Human iPSC-Derived mDA Neurons Seeding and Compound Treatment for Phenotypic Profiling

To begin, take the Poly-D-Lysine pre-coated 384-well plate containing 25 microliters of laminin per well out of the refrigerator and equilibrate the plate to room temperature for about 30 minutes under the cell culture hood. Just before seeding, aspirate 15 microliters of coating solution from each well using an automated liquid handler or a 16-channel pipette. Then dispense 50 microliters of cell solution containing 300, 000 neurons per milliliter into each well.Avoid filling cells in columns 1, 2, 23, and 24, and rows A, B, O, and P to minimize possible edge effects. Fill those unused wells with 80 microliters of phosphate-buffered saline. Incubate the plate at 37 degrees Celsius under 5%carbon dioxide.Prewarm an appropriate volume of complete maintenance medium at room temperature and away from light. Prepare a 1.5 times concentrated compound solution for all desired concentrations to be tested, using complete maintenance medium for dilutions. Using an automatic pipetting system, discard 40 microliters of medium per well from the neuron-containing plate, leaving 20 microliters of medium per well.Then add 40 microliters of the 1.5 times concentrated compound solution per well to achieve the desired final concentration. Following the desired protocol, healthy donor, or LRRK2 G2019S mutation-carrying midbrain dopaminergic neurons were successfully cultured for six days, and treated with either dimethyl sulfoxide or a LRRK2 kinase inhibitor. The neurons were stained with nuclear stain and antibodies against alpha-synuclein, tyrosine hydroxylase, and MAP2.
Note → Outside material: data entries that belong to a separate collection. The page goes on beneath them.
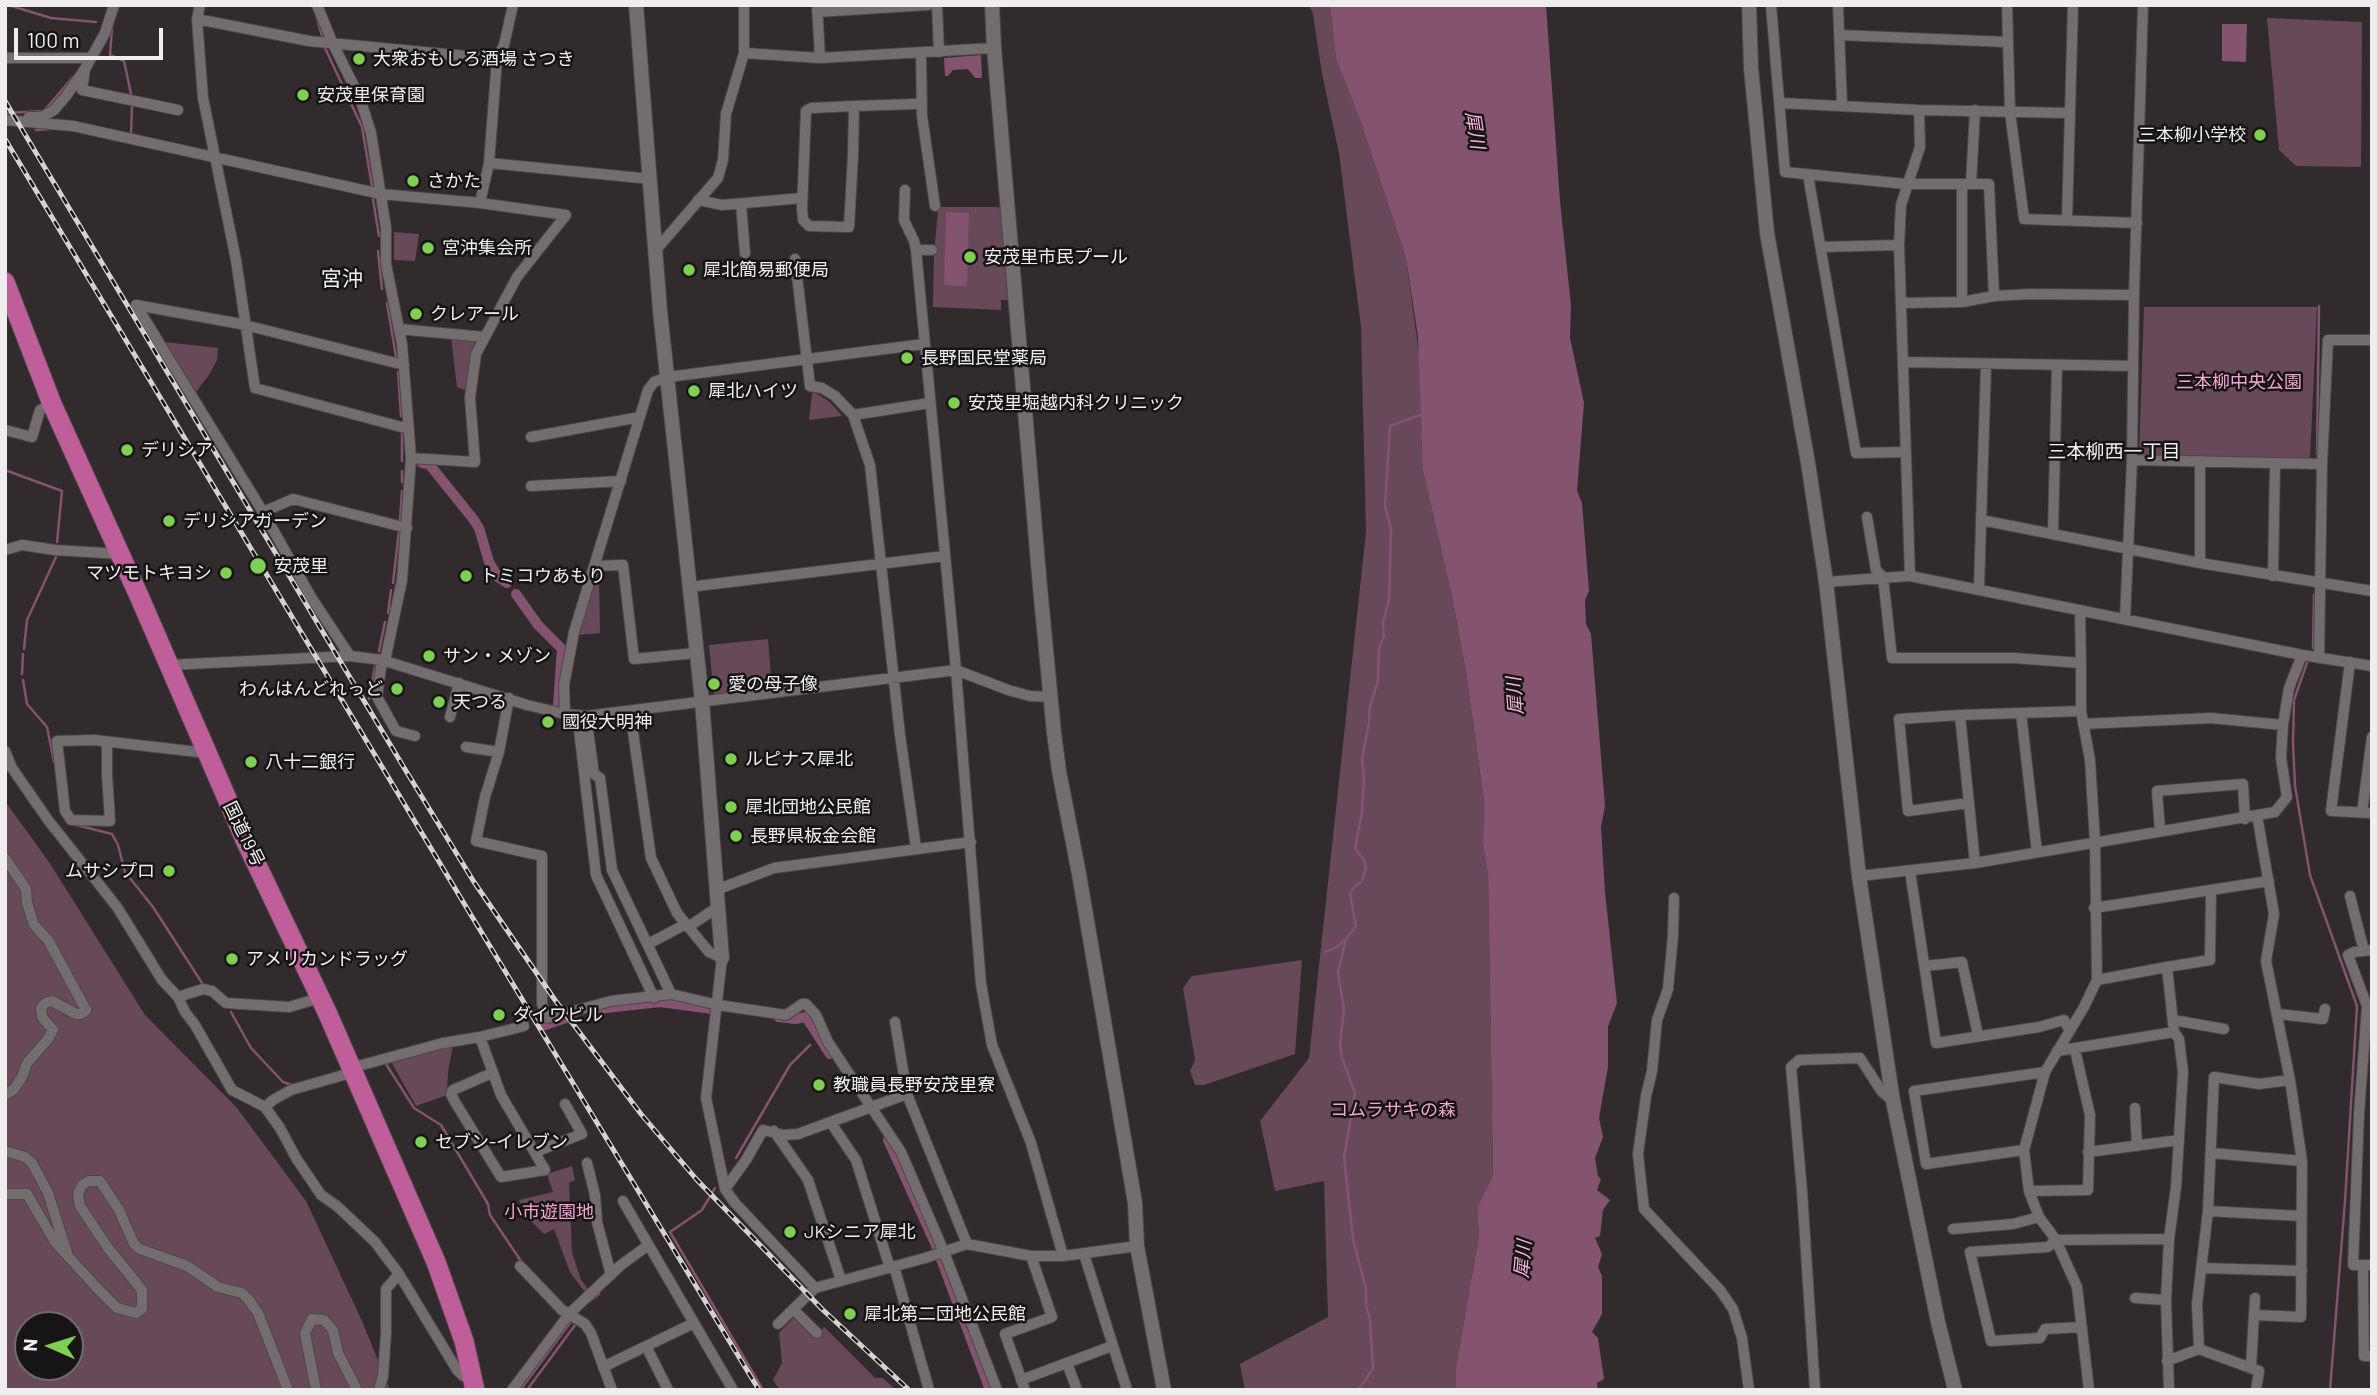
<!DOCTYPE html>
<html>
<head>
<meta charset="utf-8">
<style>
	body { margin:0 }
	#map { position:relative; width:2377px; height:1395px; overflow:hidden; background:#312b2e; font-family:Barlow,sans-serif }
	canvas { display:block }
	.frame { position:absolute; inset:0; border:7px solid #f0edef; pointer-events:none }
	.north { position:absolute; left:14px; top:1311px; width:70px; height:70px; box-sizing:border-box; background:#171416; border:2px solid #6e6b6d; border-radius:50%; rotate:273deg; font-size:19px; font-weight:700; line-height:28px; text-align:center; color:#f0edef }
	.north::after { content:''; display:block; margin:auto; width:24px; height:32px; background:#7fd052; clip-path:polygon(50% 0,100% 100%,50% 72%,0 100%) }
	.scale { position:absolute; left:14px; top:28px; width:149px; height:32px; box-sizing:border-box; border:4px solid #f0edef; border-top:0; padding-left:9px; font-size:21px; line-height:24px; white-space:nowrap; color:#f0edef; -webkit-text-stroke:5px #171416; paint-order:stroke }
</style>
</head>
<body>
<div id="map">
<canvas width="2377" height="1395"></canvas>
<div class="frame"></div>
<div class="north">N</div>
<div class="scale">100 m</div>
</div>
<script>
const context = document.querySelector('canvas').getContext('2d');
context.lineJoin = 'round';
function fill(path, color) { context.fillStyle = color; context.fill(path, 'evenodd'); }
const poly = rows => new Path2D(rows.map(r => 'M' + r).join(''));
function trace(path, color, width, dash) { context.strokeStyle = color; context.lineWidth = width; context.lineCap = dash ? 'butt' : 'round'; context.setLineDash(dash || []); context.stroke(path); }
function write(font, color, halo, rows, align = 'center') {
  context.font = font + ' Barlow,"Noto Sans JP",sans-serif'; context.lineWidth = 5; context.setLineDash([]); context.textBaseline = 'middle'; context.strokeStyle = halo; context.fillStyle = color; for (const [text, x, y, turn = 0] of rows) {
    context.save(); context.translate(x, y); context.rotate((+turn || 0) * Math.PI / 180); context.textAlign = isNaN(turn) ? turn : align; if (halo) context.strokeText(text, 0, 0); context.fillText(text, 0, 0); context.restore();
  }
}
fill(poly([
	[1309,5,1330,5,1336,59,1361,123,1406,258,1451,591,1466,672,1484,801,1483,844,1488,875,1493,1177,1477,1207,1479,1235,1456,1367,1456,1390,1245,1390,1240,1364,1328,1317,1324,1181,1275,1191,1260,1121,1309,1058,1366,532,1361,327,1339,153,1322,74,1313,14],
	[2267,18,2362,22,2361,167,2296,166,2279,150],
	[940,207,997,207,1003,209,1010,300,1001,300,1001,310,933,307,934,254,938,210],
	[394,232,419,234,415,261,394,260],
	[2144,307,2317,307,2310,459,2139,455],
	[451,337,474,339,475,344,466,391,457,387],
	[164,342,218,348,217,360,209,375,195,393],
	[814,392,830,402,842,416,809,420,812,394],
	[595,577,599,578,600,633,577,635],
	[768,639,772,689,714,696,709,645],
	[5,801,49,862,145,1015,237,1108,306,1201,362,1321,390,1390,5,1390],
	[28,1325,70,1325,70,1367,28,1367],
	[1302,960,1295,1054,1204,1085,1195,1085,1190,1071,1195,1060,1183,988,1192,976],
	[453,1045,448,1072,447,1095,416,1106,390,1060],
	[572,1166,575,1180,569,1183,572,1252,581,1280,588,1289,585,1292,570,1272,554,1229,544,1234,525,1215,519,1200,553,1192,547,1174],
	[793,1318,814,1336,824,1327,875,1378,883,1378,896,1390,780,1390,773,1380,782,1363,779,1333]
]), '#684959');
fill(poly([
	[1330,5,1546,5,1560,201,1571,306,1570,338,1584,403,1577,491,1582,503,1589,591,1585,600,1586,624,1591,634,1605,806,1601,827,1605,892,1617,1003,1608,1027,1608,1067,1599,1118,1603,1137,1595,1158,1598,1176,1601,1179,1597,1190,1610,1200,1603,1210,1600,1236,1595,1238,1602,1254,1598,1267,1602,1276,1602,1314,1592,1332,1598,1338,1604,1379,1597,1383,1598,1390,1456,1390,1456,1367,1479,1235,1477,1207,1493,1176,1488,875,1483,844,1484,801,1466,672,1451,591,1423,469,1418,337,1406,258,1361,123,1336,59],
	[2222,24,2247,24,2246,62,2222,61],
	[981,55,982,78,975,78,968,69,953,70,948,76,945,76,944,58],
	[946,212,969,213,967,286,944,285]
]), '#84536e');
trace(poly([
	[8,5,51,18,96,22],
	[316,15,322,36],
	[112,28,110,55,124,61,131,94],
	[325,48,362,127,372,186],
	[5,113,44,111,73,77],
	[36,130,50,129],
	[131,134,132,106],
	[373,199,379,236],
	[378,251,382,289],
	[387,303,396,357],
	[398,372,401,416],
	[402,433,402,461],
	[2317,454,2319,306],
	[5,470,62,491,57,542],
	[402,482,402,471],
	[400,521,402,491],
	[393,583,399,531],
	[388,613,391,590],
	[2313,648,2314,595],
	[24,649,27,620,56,557],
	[379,651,385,622],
	[2307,663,2294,700,2293,743,2295,786,2310,875,2357,1006,2345,1201,2330,1390],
	[22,674,23,654],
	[23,680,27,704,47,727,54,762],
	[369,699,375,666],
	[72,824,112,834,118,845,125,872,153,907,204,986],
	[1325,952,1337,947,1346,939],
	[231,1012,251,1048,283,1082,292,1085],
	[386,1064,414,1108,441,1125,488,1204,490,1215,521,1261],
	[736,1158,790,1065,810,1045],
	[715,1188,702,1210,670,1232,763,1390],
	[590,1301,599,1294],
	[521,1389,573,1319],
	[527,1390,575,1325],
	[1358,1390,1373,1369,1370,1320,1366,1305,1366,1289,1353,1239,1344,1157,1355,1093,1342,1058,1340,1044,1344,1009,1338,973,1346,939,1356,926,1350,894,1355,886,1362,881,1366,867,1364,860,1355,849,1362,812,1364,778,1362,759,1369,722,1370,707,1378,680,1379,648,1384,636,1383,623,1389,599,1391,530,1385,506,1390,426,1423,414]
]), '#84536e', 2.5);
trace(poly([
	[422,463,429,464,474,520,479,528,489,562,498,577,507,583],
	[516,594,538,625,562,649,558,705],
	[597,1009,660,1002,712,1009],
	[778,1017,795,1019,806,1017,830,1054],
	[545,1025,572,1016],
	[888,1140,935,1243,990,1390]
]), '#84536e', 10);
const minor = poly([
	[200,5,197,19,203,98,236,260,255,388,409,429],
	[317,5,333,44,360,98,371,133,386,228,386,264,402,344,411,458,402,580,385,661],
	[817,5,820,58],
	[937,5,939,52],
	[1771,5,1785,172,1906,184,1989,184,1994,296],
	[1838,5,1842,105],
	[2007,5,2010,112,2024,219,2137,223],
	[817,12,928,5],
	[197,19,309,41,497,59],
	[1839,35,2007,42],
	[744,53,820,58,994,48],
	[921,53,922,116,935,206],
	[5,58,90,58],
	[85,69,82,90,178,110],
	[1780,103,1919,110,2069,113],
	[854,106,853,155,849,227,809,226,803,220,802,209,806,111,811,108,854,106,915,104,921,104],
	[29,117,42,117,54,110,66,96,85,69,105,33,114,5],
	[5,120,73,126,381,194,480,203,566,215,517,277,476,354,470,398,475,462,411,458],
	[489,163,651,179],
	[1808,175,1856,453,1906,452],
	[1971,184,1975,110],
	[1962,185,1962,302],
	[905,190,904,220,914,241,916,250,956,670,981,984,992,1045,1031,1143,1063,1256],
	[698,200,722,205,802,198],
	[480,203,489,163,497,59,504,45,513,5],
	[741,204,745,253],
	[2067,220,2073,5],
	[1821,247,1899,245],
	[916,250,932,250],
	[655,251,718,178,723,160,726,114,744,53,744,5],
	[795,259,810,386,822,388,835,396,853,415,870,465,900,735,916,848],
	[1901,303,1962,302,1994,296,2030,294,2134,295],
	[136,305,263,512,311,597,350,656],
	[136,305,241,324,404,365],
	[399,329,484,337],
	[1903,362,2133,366],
	[853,415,930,403],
	[5,430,32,437,40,410,52,404],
	[531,437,640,417],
	[2132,460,2322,464],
	[531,486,621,481],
	[263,512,293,499,407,528],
	[1867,517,1876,570,1883,577,1892,658,2014,658,2081,663,2080,610],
	[1981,520,2200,563,2372,591],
	[2053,533,2057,365],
	[5,550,22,545,55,550,120,554],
	[2200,563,2200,461],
	[595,566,623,565,634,659,696,653],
	[1910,576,1899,245,1901,205,1920,147,1919,110],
	[2273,576,2275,463],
	[1826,582,1910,576,2302,655,2372,666],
	[689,587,945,556],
	[1979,588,1986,365],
	[2125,619,2132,460,2134,295,2143,5],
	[2319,658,2322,464,2328,340,2372,340],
	[382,660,377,697,396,731,415,736],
	[2350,662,2331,811,2372,813],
	[2081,663,2081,711,2090,760,2095,842,2097,980,2084,1007,2045,1072,2024,1150,2029,1191,2039,1217,2056,1240,2077,1287,2089,1390],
	[169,665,350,656,382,660,527,705,565,714,586,716,956,670,1008,690,1030,696,1051,697],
	[509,698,499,752,485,797,476,841,542,856,542,1004,548,1018,611,1001,671,994,718,1005,786,1015,802,1004,806,1004,816,1015,828,1042,901,1152,944,1252,997,1390],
	[630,711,651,858,677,913,709,952,722,958,706,1098,725,1189,735,1203,815,1288,925,1258,967,1244,1031,1256,1063,1256,1137,1246],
	[2021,713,2037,852],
	[1960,715,1899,719,1908,811,1969,803],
	[586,716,594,774,600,778,612,870,671,994],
	[450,717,459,683],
	[2083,724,2211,718,2283,725],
	[107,742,107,775,110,821,71,820,65,811,57,741,94,740,198,752,205,749],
	[466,747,499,752],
	[5,751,12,768,48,820,117,907,162,980,178,997,185,1012,195,1025,232,1090,265,1107,280,1128,296,1158,321,1195,337,1206,375,1242,399,1274,457,1370,463,1376,472,1375],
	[2362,813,2372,737],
	[2160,831,2157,791,2243,784,2245,819],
	[5,858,26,889,27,903,34,925,48,940,86,1010,81,1014,76,1014,52,1001,45,1003,41,1008,42,1017,53,1030,48,1039,27,1063,22,1077,14,1089,5,1095],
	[1975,863,1960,715,2081,711],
	[1910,871,1936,1043,2039,1027,2064,1020,2069,1029],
	[1859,876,1975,863,2275,812,2287,797,2281,758,2283,725,2289,688,2302,655],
	[716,890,774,868,971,842],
	[2350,896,2364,951],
	[1674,898,1673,935,1668,989,1657,1020,1652,1071,1646,1096,1638,1154,1644,1209,1720,1290,1733,1309,1742,1338,1749,1390],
	[2094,908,2269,881],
	[688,927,718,907],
	[648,944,686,924],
	[2372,950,2354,952,2348,955,2367,1006,2359,1114,2353,1265,2372,1265],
	[1925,966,1962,962,1978,1035],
	[2167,967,2210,960,2211,890],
	[2097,980,2167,967,2174,1032],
	[178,997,203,989,212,991,226,1003,289,1007,320,998],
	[654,998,596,875,579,729,565,714,564,685,574,632,648,390,654,382,668,377,924,344],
	[2278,1014,2323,1019,2325,1009],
	[2173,1020,2224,1029],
	[895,1022,907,1094],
	[480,1037,501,1095,545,1170,501,1177,455,1102,451,1094,453,1090,492,1073],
	[2057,1051,2174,1032,2179,1039,2183,1072,2176,1187,2169,1239],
	[265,1107,273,1100,291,1090,347,1074,358,1066,443,1043,480,1037,524,1026],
	[2135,1108,2137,1146],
	[831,1123,856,1160,890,1268],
	[774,1131,808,1180,841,1280],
	[2024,1150,1926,1164,1914,1091,2045,1072],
	[5,1151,25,1157,32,1163,48,1193,67,1253],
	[535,1152,582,1134,565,1104],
	[2088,1152,2179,1140],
	[2211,1153,2302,1161],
	[587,1163,595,1195,597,1222,611,1275],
	[725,1189,746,1160,763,1130,784,1135,798,1134,907,1094,967,1244],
	[2029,1191,2088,1190,2090,1115,2075,1050],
	[5,1194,27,1194,55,1242,97,1288,117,1308,136,1313,142,1309,142,1290,108,1248,80,1206,78,1194,82,1185,89,1181,100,1181,119,1210,134,1244,140,1249,187,1266,218,1287,242,1293,248,1299,258,1313,288,1390],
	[623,1201,733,1390],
	[2208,1211,2301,1216],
	[1953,1229,2013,1224,2039,1217],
	[1084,1254,1127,1390],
	[2363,1265,2364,1356,2372,1356],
	[520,1266,562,1310,585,1324,591,1333,612,1390],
	[894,1266,929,1390],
	[2201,1268,2302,1271],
	[2135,1298,2166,1300],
	[793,1309,817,1333],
	[2254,1315,2255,1298],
	[778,1324,815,1288],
	[2082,1327,2045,1329,2040,1338,1991,1341,1970,1252,2048,1247,2056,1240,2169,1239,2166,1300,2169,1390],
	[646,1346,668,1390],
	[2167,1361,2199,1349],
	[1067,1363,1077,1390],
	[603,1367,694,1323],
	[2251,1367,2254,1315,2301,1317,2302,1161,2290,1080,2266,961,2274,914,2257,815],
	[1021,1380,1112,1346],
	[316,1390,305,1333,312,1319,324,1320,333,1330,338,1353,357,1390],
	[379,1390,383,1376,386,1333,386,1289,399,1274],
	[512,1390,570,1313,621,1265,647,1246],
	[1025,1390,1005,1334,1052,1317,1031,1256],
	[1815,1390,1802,1191,1791,1067,1799,1060,1860,1058,1882,1092,1893,1101],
	[2256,1390,2259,1371,2199,1349,2197,1304,2208,1211,2214,1077,2259,1084,2290,1080]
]);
const tertiary = poly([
	[636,5,660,311,702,701,722,958],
	[992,5,994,48,1040,587,1054,733,1059,771,1079,874,1135,1203,1137,1246,1164,1390],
	[1749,5,1751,68,1767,233,1808,463,1826,582,1859,876,1893,1101,1938,1322,1955,1390]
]);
const trunk = poly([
	[5,282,52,404,139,596,245,840,327,1012,436,1262,464,1341,475,1390]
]);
trace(minor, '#4c474a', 12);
trace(tertiary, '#4c474a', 16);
trace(trunk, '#4c474a', 21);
trace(minor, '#736d70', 10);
trace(tertiary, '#736d70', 14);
trace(trunk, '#bf5e98', 19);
const rail = poly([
	[5,101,403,766,474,882,555,1000,641,1114,697,1180,822,1309,909,1390],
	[5,139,471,915,759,1390]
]);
trace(rail, '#d5d2d4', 5);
trace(rail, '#171416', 2.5, [8]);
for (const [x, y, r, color] of [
	[359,59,7,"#7fd052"],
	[303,95,7,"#7fd052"],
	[2260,135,7,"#7fd052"],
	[413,181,7,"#7fd052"],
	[428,248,7,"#7fd052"],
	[970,257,7,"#7fd052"],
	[689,270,7,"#7fd052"],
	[416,314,7,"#7fd052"],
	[907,358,7,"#7fd052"],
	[694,391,7,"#7fd052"],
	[954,403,7,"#7fd052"],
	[127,450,7,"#7fd052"],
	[169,521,7,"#7fd052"],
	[258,566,9,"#7fd052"],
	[226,573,7,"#7fd052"],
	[466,576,7,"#7fd052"],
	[429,656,7,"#7fd052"],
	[714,684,7,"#7fd052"],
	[397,689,7,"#7fd052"],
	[439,702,7,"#7fd052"],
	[548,722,7,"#7fd052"],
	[731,759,7,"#7fd052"],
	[251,762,7,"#7fd052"],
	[731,807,7,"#7fd052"],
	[736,836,7,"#7fd052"],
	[169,871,7,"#7fd052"],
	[232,959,7,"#7fd052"],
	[499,1015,7,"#7fd052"],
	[819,1085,7,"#7fd052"],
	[421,1142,7,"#7fd052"],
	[790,1232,7,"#7fd052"],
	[850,1314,7,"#7fd052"]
]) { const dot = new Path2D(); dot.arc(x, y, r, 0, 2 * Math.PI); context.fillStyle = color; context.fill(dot); trace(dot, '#171416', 2.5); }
write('18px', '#f0edef', '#171416', [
	["大衆おもしろ酒場 さつき",373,59],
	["安茂里保育園",317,95],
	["三本柳小学校",2246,135,"right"],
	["さかた",427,181],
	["宮沖集会所",442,248],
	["安茂里市民プール",984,257],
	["犀北簡易郵便局",703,270],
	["クレアール",430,314],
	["長野国民堂薬局",921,358],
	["犀北ハイツ",708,391],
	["安茂里堀越内科クリニック",968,403],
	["デリシア",141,450],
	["デリシアガーデン",183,521],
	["安茂里",274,566],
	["マツモトキヨシ",212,573,"right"],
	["トミコウあもり",480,576],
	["サン・メゾン",443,656],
	["愛の母子像",728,684],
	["わんはんどれっど",383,689,"right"],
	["天つる",453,702],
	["國役大明神",562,722],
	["ルピナス犀北",745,759],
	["八十二銀行",265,762],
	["犀北団地公民館",745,807],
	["長野県板金会館",750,836],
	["ムサシプロ",155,871,"right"],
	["アメリカンドラッグ",246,959],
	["ダイワビル",513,1015],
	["教職員長野安茂里寮",833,1085],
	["セブン-イレブン",435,1142],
	["JKシニア犀北",804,1232],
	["犀北第二団地公民館",864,1314]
], 'left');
write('18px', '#f4a5d0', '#171416', [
	["三本柳中央公園",2239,382],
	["コムラサキの森",1393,1110],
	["小市遊園地",549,1212]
]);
write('18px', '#f0edef', '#171416', [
	["国道19号",244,834,64]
]);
write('italic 19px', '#f6b6d8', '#171416', [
	["犀川",1475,130,81],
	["犀川",1515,696,-94],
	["犀川",1523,1259,-85]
]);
write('19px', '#f0edef', '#171416', [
	["三本柳西一丁目",2114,452]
]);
write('21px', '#f0edef', '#171416', [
	["宮沖",342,279]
]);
</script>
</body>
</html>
人 iPSC 衍生的 mDA 神经元接种和用于表型分析的复合处理

Image Processing of Fluorescently-Stained Human iPSC-Derived mDA Neurons for Phenotypic Profile Generation

To process the images of the fluorescently stained neurons acquired using a confocal fluorescence microscope use phenol link software for image segmentation and feature extraction. In the software load the plate of choice to access the data and select a desired image. To perform image segmentation on the illumination corrected raw images, adjust the fluorescent intensities to visualize the different channels.Empirically determine the respective channel intensity thresholds per plate to ensure the desired segmented signal corresponds to the signal in the raw image and minimize the background signal. To separate living from dead cells, define the nucleus size and intensity thresholds. Measure the size of the nucleus by double clicking and visualize the displayed intensity.When using 40 X images, maintain default parameters and run the processing. With the resulting tabular quantitative data construct phenotypic profiles to compare different cell lines or treatment conditions. Execute the Jupyter notebook cell by cell, using the Jupyter software for phenotypic profile generation and visualization.Images were segmented and phenotypic features were extracted. A total of 126 quantitative features that could be aggregated into well-based phenotypic profiles were determined. Some features showed changes upon compound treatment.For example, the alpha synuclein fluorescence intensity in tyrosine hydroxylase, or TH positive cells, decreased upon treatment with the LARK2 kinase inhibitor PFE-360. Other features, like the MAP2 neurite network length, or the ratio of TH positive neurons, presented differences only between the tested cell lines, but not upon compound treatment.